▸ **TASK ITEM**
From the data, copy out every line in which the word "Arch" appears.

Stored data
>>>

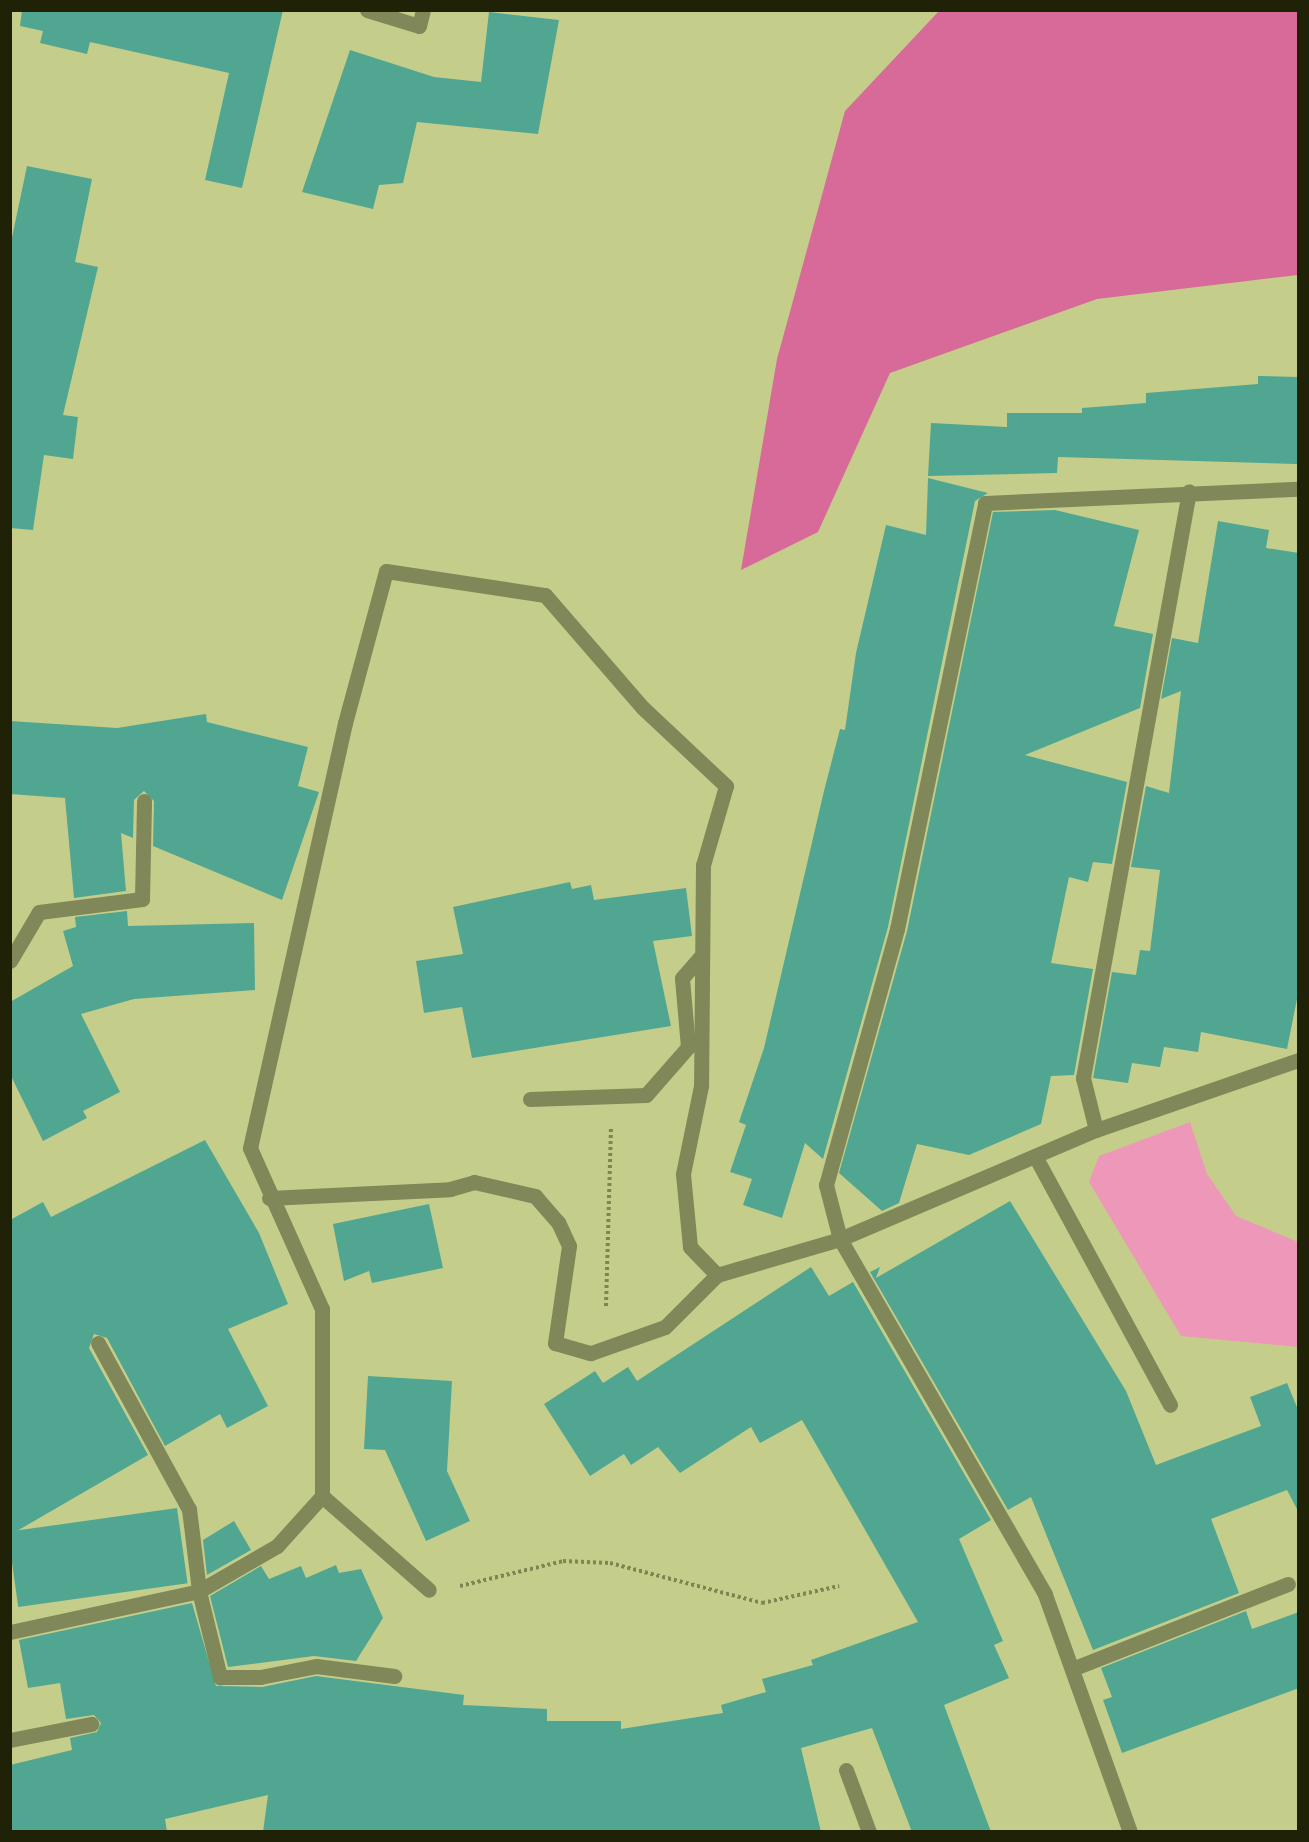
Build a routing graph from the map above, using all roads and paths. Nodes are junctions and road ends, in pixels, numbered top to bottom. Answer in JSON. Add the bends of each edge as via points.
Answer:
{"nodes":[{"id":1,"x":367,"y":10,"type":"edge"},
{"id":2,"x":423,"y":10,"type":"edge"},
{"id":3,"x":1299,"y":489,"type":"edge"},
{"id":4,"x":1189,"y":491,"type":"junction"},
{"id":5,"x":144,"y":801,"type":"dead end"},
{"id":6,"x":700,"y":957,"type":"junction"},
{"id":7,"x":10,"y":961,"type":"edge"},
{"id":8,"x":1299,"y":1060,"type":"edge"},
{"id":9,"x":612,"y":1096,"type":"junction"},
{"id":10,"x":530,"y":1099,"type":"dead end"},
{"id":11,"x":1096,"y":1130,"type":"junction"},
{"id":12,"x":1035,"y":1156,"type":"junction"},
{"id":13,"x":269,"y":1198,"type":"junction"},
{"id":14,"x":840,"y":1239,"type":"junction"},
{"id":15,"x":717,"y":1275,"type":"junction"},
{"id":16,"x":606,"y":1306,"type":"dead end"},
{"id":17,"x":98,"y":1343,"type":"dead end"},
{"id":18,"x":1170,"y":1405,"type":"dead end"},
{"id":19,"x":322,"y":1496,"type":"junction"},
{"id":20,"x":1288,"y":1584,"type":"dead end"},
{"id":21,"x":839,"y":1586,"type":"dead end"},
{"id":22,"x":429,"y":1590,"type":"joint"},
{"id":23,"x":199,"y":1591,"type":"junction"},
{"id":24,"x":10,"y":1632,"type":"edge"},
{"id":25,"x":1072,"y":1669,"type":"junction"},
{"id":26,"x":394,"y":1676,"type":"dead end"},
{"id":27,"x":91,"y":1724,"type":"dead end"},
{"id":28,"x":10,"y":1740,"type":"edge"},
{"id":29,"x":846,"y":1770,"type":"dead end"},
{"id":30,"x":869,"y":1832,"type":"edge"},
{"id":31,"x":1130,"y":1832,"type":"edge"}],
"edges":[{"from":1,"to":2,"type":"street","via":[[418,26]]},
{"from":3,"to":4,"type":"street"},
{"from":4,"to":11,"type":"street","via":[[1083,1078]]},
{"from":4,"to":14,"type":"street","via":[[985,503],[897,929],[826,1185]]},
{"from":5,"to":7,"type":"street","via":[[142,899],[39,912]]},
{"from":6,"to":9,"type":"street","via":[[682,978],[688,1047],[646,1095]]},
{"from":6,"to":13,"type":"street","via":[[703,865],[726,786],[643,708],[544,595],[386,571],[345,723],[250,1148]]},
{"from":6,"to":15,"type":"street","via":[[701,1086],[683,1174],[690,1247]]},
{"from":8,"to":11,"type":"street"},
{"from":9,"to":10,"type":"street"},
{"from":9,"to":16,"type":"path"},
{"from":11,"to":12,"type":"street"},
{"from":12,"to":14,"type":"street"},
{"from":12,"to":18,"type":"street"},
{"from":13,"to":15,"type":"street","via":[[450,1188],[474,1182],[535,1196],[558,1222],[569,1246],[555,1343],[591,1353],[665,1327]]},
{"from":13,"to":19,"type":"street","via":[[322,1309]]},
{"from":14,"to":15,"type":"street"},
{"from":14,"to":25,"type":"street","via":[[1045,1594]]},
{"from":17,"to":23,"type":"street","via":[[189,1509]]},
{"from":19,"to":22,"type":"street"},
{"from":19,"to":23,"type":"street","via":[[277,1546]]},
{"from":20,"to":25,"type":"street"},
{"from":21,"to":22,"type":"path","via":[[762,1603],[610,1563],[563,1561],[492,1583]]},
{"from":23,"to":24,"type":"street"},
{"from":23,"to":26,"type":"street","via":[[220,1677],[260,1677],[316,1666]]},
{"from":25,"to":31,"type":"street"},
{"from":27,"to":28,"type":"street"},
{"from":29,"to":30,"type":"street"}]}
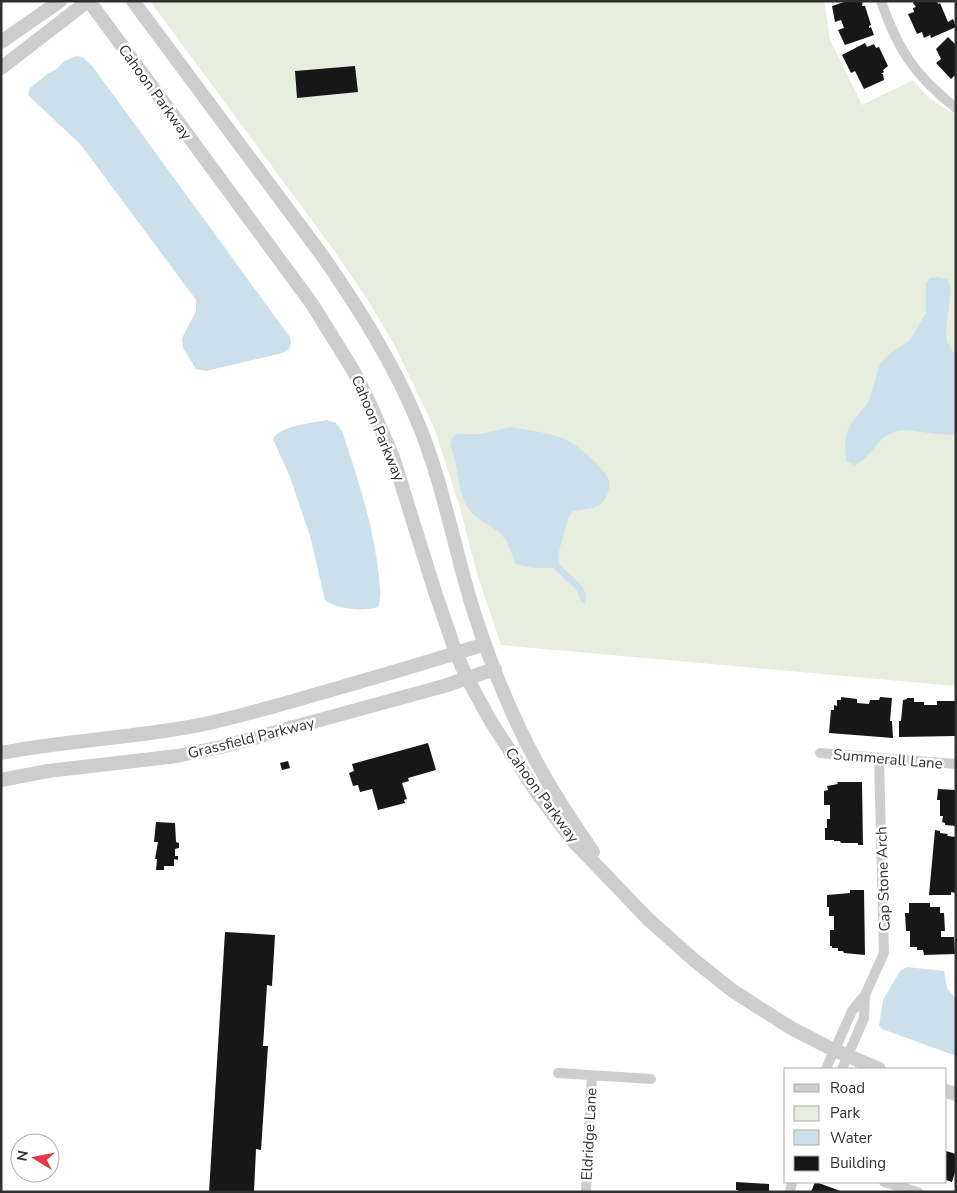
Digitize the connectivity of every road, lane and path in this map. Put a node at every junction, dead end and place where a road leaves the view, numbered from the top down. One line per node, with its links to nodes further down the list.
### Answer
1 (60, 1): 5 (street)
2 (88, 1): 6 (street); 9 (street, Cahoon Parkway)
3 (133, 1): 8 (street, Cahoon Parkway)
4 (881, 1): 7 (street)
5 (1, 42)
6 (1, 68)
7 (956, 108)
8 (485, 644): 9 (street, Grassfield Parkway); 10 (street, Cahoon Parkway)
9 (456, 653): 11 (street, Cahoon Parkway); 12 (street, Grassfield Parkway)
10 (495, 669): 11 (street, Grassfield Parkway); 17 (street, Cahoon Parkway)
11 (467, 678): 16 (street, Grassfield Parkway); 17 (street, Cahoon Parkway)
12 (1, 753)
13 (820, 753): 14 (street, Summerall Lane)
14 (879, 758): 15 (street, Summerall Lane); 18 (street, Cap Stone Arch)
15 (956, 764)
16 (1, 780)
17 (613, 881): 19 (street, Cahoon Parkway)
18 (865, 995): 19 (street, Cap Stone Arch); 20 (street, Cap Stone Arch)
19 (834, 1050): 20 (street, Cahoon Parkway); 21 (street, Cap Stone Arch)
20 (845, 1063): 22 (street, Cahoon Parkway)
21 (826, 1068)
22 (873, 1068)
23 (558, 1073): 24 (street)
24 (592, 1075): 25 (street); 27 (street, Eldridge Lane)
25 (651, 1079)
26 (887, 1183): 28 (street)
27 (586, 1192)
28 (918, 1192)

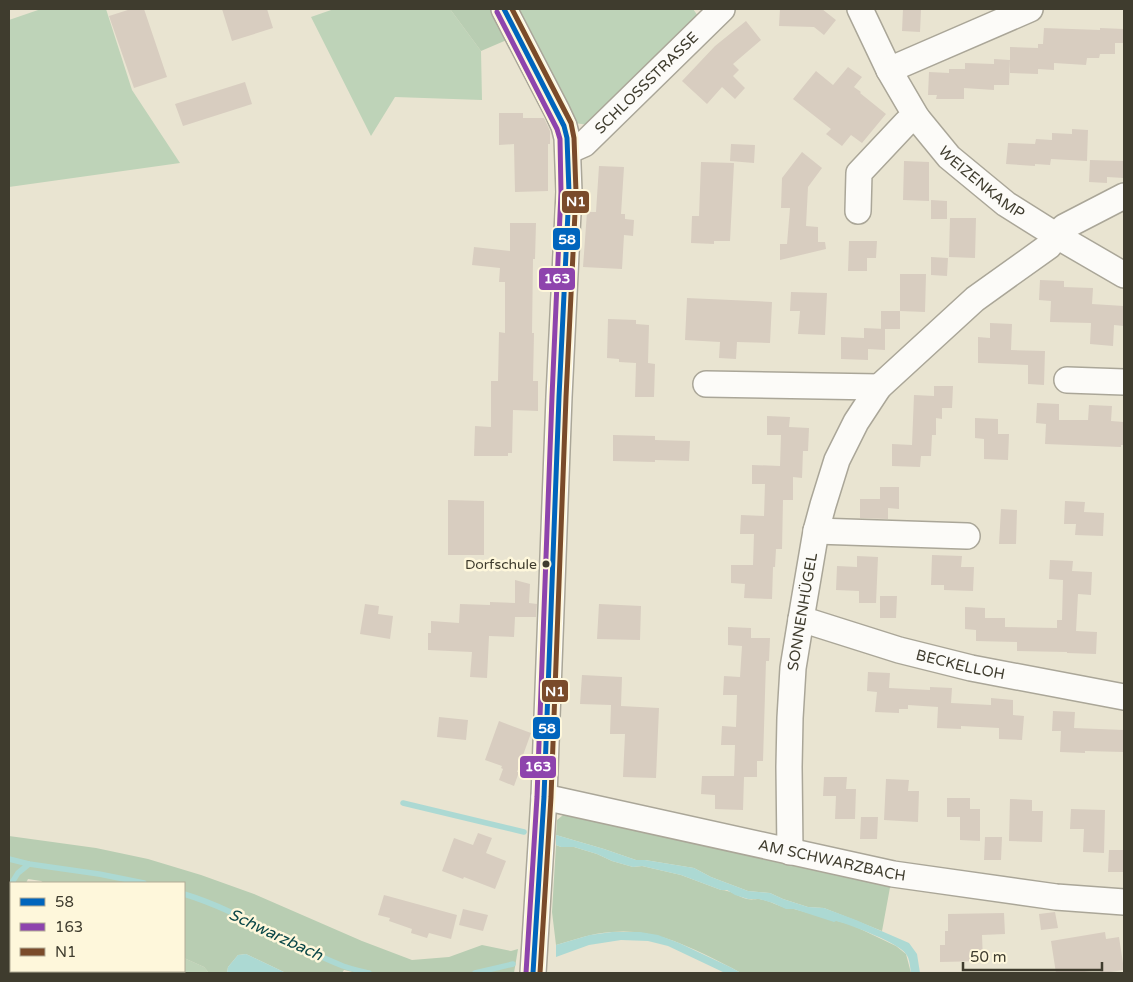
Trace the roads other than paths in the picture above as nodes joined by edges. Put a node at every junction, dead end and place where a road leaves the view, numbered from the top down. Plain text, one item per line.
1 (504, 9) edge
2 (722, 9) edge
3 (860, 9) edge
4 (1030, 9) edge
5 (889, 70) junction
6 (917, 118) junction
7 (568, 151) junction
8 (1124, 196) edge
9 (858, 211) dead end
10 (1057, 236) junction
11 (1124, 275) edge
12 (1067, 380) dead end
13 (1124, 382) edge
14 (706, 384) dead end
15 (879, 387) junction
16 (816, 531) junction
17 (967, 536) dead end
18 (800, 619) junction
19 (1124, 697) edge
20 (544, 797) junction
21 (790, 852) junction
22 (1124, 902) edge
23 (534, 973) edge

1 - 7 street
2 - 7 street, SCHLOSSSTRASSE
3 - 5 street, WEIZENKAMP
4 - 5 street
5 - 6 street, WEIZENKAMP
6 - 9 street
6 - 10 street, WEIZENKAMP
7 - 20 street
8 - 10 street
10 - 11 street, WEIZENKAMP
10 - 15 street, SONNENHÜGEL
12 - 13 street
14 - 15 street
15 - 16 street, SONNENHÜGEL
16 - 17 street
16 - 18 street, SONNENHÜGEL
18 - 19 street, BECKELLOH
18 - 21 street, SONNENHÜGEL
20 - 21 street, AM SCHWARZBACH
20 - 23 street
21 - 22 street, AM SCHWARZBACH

<<<

▸ **FINISHED TASK**
14 (879, 758): 15 (street, Summerall Lane); 18 (street, Cap Stone Arch)
18 (865, 995): 19 (street, Cap Stone Arch); 20 (street, Cap Stone Arch)
19 (834, 1050): 20 (street, Cahoon Parkway); 21 (street, Cap Stone Arch)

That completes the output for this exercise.